New York, NY, July 15, 1999 -- MTV Networks, a division of Viacom Inc. (NYSE:
VIA, VIA.B) and TCI Music, Inc, (NASDAQ: TUNE) announced today the completion of
the transaction under which TCI Music has acquired a 10% stake in MTV Networks
Online music ventures and MTV Online music ventures has acquired SonicNet, one
of the Internet's leading music web sites, from TCI Music. Under the
transaction, which was originally announced in May, MTV Networks also acquired
rights to THE BOX, an interactive, 24-hour all-music network.

The transaction, which enhanced MTV Networks growing position as a leader in
Internet music content and commerce, also provides for the companies to
cooperate on the creation and launch of an interactive commerce-oriented music
channel for advanced digital set top boxes anticipated to be deployed by cable
operators beginning in late 1999. In addition, MTV Networks recently announced a
10-year comprehensive affiliation agreement with AT&T Broadband and Interactive
Services for its core services - MTV: Music Television VH1 and Nickelodeon/Nick
- - - as well as its digital services.

Viacom Inc. is one of the world's largest entertainment companies and is a
leading force in nearly every segment of the international media marketplace.
The operations of Viacom include Blockbuster, MTV Networks, Paramount Pictures,
Paramount Television, Spelling Television, Paramount Parks, Showtime Networks,
Simon Schuster, 19 television stations, and international theatrical
exhibition operations.

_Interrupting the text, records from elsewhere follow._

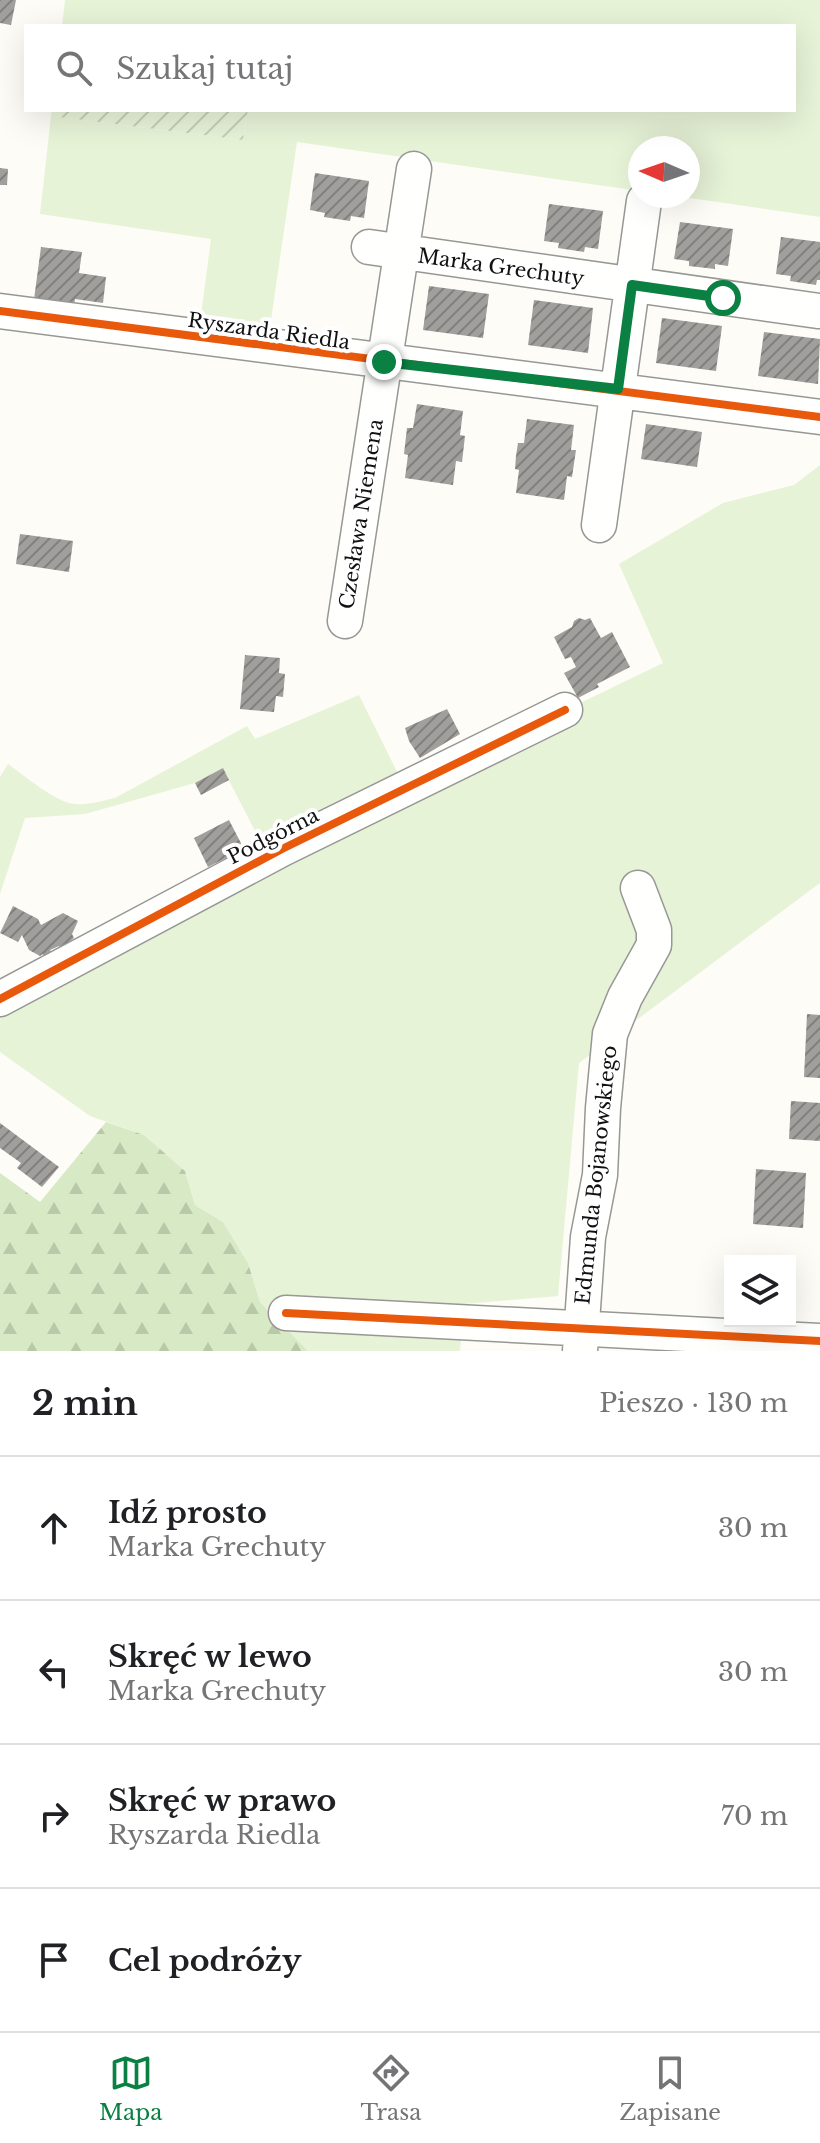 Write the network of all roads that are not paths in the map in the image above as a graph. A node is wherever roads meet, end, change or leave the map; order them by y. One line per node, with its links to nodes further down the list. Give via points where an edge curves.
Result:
1 (414, 169): 3 (street, Czesława Niemena)
2 (643, 208): 4 (street)
3 (385, 250): 4 (street, Marka Grechuty); 7 (street, Czesława Niemena)
4 (632, 285): 6 (street, Marka Grechuty); 8 (street)
5 (0, 311): 7 (street, Ryszarda Riedla)
6 (818, 311)
7 (384, 362): 8 (street, Ryszarda Riedla); 11 (street, Czesława Niemena)
8 (618, 389): 9 (street, Ryszarda Riedla); 10 (street)
9 (820, 417)
10 (599, 525)
11 (345, 621)
12 (565, 710): 14 (street, Podgórna, via 282,849)
13 (638, 888): 16 (street, Edmunda Bojanowskiego, via 654,930 654,945 610,1034)
14 (0, 999)
15 (286, 1313): 16 (street)
16 (580, 1340): 17 (street)
17 (820, 1341)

Viacom also owns half-interests in the Comedy Central
cable channel, the UPN television broadcast network and UCI., an international
theatrical exhibition chain. National Amusements, Inc., a closely held
corporation which operates approximately 1,300 motion picture screens in the
U.S., the U.K. and South America, is the parent company of Viacom. More
information about Viacom is available at the Company's Web site located at
http://www.viacom.com .

TCI Music, Inc. is a diversified music entertainment company delivering audio
and video music services to commercial and residential consumers via satellite,
television, the internet and other methods. TCI Music Inc. is comprised of DMX,
LLC (DMX) which programs, markets and distributes the premium digital audio
music service known as Digital Music Express; prior to the transaction with MTV,
TCI Music Inc. also included The Box Worldwide, Inc. (The Box), which programs
and distributes the interactive music video television network, the Box Music
Network and Sonic Net, a leading Internet music network consisting of a group
of music websites. Under an agreement with Liberty Media Corporation (NYSE:
LMG.A and LMG.B), TCI Music has agreed to acquire all of Liberty's directly held
internet content and interactive television assets in exchange for shares of
Series B Common Stock and a new Series of Convertible Preferred Stock of TCI
Music. Following the Liberty transaction, TCI Music will change its name to
Liberty Digital, Inc. TCI Music, Inc. is traded on the Nasdaq Small Cap Market
through its Series A Common Stock under the symbol TUNE.